REKLAMI GEÇ

ŞAŞIRACAĞINIZ OLGU VE KAVRAMLAR

5 Aralık 2019 Perşembe

Değerli okurlarım; çıktığım gezi ve sonrasında yakalandığım gripten ötürü sizlerden iki hafta ayrı kaldım. Bu yazıma başlamadan bilmenizi isterim ki, köşe yazılarıma malzeme bulmak ve sizlere ilginç bulgular sunmak için, belli dosya konuları belirlerim. Bu yazıma temel olan ve üzerinde geniş araştırma yaptığım dosya konum ise, şaşırtıcı olgu ve kavramlardır. Bunlar felsefe ve psikoloji gibi uzmanı olmadığım konulardan da çıksa, ilginç bulduklarımı sizlerle paylaşmak istememi mazur göreceğinizi umuyorum. Zaten kullandığım kaynakçayı da her zaman açıklamaktayım.

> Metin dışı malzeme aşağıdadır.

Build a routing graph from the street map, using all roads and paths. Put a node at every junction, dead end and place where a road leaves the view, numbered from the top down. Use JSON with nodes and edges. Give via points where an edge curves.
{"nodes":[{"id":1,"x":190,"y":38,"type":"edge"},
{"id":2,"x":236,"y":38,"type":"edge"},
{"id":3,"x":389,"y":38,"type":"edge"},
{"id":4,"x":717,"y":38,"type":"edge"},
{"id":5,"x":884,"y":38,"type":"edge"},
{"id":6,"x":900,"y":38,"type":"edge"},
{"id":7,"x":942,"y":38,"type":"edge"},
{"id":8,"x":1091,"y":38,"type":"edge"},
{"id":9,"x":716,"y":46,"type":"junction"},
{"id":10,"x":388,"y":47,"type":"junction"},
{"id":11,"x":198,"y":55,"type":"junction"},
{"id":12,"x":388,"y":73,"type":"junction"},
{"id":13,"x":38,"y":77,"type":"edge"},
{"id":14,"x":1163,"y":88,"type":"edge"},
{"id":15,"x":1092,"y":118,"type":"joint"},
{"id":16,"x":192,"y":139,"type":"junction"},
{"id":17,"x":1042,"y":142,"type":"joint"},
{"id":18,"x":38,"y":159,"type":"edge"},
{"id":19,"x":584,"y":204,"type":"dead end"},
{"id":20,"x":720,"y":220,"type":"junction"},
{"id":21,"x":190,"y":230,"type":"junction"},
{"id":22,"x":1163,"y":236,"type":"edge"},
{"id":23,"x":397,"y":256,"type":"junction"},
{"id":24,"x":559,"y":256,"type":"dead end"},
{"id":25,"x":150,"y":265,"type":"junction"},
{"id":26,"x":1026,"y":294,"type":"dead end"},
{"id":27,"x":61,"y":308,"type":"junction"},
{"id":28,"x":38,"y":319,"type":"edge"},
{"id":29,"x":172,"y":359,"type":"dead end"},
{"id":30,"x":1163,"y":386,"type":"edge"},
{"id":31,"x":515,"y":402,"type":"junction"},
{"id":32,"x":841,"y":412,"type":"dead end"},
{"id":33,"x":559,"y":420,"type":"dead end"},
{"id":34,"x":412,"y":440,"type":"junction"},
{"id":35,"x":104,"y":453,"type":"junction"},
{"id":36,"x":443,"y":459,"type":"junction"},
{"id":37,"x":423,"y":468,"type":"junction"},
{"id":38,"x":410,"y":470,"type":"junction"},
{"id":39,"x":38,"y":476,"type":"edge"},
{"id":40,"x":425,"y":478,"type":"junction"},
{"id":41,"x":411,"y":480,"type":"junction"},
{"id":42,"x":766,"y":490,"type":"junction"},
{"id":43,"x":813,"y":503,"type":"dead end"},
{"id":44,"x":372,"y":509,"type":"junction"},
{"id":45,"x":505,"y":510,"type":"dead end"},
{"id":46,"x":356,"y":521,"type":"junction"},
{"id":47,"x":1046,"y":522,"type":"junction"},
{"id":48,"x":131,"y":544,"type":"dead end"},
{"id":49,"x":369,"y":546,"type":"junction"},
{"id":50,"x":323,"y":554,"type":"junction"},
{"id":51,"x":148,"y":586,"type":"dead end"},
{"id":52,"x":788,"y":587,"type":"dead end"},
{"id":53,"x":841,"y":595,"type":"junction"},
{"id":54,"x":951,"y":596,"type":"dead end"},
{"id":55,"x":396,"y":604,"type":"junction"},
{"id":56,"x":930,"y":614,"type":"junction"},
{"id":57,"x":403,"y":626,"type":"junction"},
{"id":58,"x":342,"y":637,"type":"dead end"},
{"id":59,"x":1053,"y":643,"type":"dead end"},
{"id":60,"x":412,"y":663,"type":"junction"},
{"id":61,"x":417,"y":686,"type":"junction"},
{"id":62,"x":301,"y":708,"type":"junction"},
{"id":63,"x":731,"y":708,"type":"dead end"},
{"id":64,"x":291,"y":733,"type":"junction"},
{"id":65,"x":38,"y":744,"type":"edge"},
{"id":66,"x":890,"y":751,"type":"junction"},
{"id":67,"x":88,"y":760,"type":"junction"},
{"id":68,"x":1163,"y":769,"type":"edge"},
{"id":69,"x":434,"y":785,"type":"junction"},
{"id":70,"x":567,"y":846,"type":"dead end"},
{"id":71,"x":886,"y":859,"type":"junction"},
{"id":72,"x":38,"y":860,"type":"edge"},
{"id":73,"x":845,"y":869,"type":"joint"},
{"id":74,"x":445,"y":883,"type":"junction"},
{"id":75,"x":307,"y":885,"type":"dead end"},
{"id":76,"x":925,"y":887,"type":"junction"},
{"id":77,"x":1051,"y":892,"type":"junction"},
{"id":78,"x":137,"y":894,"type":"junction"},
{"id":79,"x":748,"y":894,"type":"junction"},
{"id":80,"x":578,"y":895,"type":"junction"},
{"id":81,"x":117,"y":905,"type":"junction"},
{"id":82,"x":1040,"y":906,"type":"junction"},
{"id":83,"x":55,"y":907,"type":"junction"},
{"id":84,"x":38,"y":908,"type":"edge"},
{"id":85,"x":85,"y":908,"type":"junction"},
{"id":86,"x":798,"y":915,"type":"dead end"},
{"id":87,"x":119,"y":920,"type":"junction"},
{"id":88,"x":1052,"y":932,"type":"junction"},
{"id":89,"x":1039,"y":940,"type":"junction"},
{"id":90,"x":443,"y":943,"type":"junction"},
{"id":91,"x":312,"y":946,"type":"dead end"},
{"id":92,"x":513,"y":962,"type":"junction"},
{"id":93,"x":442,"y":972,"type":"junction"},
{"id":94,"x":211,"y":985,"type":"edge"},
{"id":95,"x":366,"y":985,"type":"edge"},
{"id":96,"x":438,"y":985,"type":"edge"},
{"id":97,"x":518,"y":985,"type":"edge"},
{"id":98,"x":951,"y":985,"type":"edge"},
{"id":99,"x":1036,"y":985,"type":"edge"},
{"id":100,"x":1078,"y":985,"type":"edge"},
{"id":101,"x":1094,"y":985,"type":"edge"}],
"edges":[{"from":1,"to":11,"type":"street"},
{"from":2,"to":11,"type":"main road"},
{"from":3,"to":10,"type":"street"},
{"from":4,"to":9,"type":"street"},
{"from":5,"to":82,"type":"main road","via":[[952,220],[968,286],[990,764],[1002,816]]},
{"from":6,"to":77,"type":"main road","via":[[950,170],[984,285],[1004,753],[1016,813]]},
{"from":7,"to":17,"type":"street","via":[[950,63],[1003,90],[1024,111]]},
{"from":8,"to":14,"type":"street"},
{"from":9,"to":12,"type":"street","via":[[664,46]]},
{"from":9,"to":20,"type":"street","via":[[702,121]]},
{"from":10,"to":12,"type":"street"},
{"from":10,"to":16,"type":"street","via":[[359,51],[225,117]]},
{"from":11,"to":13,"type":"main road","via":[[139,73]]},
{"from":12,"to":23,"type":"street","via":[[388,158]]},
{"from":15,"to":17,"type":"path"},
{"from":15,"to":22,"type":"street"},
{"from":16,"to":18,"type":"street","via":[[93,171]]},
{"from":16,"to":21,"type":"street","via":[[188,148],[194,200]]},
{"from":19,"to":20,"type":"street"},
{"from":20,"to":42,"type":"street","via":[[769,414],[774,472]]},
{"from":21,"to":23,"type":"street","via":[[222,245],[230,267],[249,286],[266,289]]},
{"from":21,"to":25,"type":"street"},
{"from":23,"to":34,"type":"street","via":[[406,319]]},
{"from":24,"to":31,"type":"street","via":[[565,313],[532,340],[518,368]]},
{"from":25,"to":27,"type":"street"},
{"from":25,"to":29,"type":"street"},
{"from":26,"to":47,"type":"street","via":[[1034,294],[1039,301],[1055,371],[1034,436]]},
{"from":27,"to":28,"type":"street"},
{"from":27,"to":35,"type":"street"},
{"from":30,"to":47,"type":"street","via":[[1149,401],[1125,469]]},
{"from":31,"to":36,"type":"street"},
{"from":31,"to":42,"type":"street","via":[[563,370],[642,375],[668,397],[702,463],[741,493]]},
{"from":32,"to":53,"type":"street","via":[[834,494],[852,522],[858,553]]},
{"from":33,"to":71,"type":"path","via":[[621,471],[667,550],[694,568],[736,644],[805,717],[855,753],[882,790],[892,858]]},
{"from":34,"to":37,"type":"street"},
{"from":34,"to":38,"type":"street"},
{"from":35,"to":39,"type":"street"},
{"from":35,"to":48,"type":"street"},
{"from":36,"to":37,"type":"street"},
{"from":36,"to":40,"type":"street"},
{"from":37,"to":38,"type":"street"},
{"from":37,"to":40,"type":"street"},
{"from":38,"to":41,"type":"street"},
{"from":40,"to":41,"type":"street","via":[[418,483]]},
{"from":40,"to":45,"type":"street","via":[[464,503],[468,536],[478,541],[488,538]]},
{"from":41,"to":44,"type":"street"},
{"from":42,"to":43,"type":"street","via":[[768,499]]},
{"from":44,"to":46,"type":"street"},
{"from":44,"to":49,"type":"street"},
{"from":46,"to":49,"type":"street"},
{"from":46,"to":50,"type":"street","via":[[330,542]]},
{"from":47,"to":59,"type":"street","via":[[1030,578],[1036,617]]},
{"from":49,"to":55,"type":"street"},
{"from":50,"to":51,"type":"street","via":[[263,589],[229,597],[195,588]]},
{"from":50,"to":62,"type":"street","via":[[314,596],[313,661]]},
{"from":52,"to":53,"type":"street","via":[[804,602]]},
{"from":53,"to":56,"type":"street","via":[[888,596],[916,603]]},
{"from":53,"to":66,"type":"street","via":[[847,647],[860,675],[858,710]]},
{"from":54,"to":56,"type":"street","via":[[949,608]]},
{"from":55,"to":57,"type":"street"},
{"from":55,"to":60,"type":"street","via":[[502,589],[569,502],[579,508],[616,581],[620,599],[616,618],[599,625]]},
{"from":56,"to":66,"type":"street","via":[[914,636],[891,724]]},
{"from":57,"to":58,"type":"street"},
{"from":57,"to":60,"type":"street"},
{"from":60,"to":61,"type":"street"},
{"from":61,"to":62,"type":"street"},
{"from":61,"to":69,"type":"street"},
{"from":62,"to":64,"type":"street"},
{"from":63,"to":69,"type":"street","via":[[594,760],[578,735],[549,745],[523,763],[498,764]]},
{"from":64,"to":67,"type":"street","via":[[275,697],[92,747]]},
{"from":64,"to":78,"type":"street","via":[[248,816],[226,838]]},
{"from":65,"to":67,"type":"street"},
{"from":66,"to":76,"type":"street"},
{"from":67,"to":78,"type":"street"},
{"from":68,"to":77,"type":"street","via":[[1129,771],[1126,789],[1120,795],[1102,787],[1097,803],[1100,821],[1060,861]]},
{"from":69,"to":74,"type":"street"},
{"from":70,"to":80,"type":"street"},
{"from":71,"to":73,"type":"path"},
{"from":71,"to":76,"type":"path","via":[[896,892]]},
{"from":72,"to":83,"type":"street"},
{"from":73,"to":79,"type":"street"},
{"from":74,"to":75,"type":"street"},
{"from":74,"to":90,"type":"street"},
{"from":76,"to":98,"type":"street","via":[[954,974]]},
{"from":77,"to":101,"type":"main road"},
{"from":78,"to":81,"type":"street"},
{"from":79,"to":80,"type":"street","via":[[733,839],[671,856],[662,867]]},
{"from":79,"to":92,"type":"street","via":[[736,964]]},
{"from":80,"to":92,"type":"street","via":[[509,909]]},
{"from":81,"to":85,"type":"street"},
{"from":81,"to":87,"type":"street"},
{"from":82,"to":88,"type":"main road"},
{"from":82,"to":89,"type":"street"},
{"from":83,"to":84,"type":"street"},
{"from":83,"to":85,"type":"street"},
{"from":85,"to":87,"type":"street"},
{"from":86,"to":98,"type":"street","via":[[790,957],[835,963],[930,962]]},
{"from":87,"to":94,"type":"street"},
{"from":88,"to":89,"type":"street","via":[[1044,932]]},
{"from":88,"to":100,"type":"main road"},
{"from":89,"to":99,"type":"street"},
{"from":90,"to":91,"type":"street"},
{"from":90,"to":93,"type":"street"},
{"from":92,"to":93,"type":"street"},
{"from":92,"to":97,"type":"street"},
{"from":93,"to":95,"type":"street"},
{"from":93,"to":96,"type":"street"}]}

Bu yazımda; günlük yaşantımızda yer alabilen ve adını belki koyamadığımız ilginç, şaşırtıcı ve ufuk açıcı olgu ve kavramlardan söz edeceğim. Bizleri değişik biçimlerde düşündürecek bazı ilginç olgu ve kavramlar şunlardır: Zaman, yaşam, ölüm, duygular, tepkiler, akıl, denetim, üstünlük, aşağılık, eşitlik, hukuk, toplum, iyi, kötü, öğrenme, sosyalleşme, insanlar, boyut, şans, güç, sağlık, bencillik ve sencillik (bencil olmama).

Paradokslar da bu grupta sayılabilir. Örneğin, “Pinokyo ‘şimdi burnum uzayacak’ dedi.” Doğru söylüyorsa burnu uzamaz. Yalan söylüyorsa yalan olmaz çünkü burnu uzayacaktır. İlginç bir paradoks örneği, öyle değil mi? Bileceğiniz üzere, başka örnekler de oldukça çoktur: “Giritli Epimenides ‘tüm Giritliler yalancıdır’ demiş.” Doğru söylüyorsa yalan söylüyor, yalan söylüyorsa doğru söylüyor. İşte paradoksların şaşırtıcılığı!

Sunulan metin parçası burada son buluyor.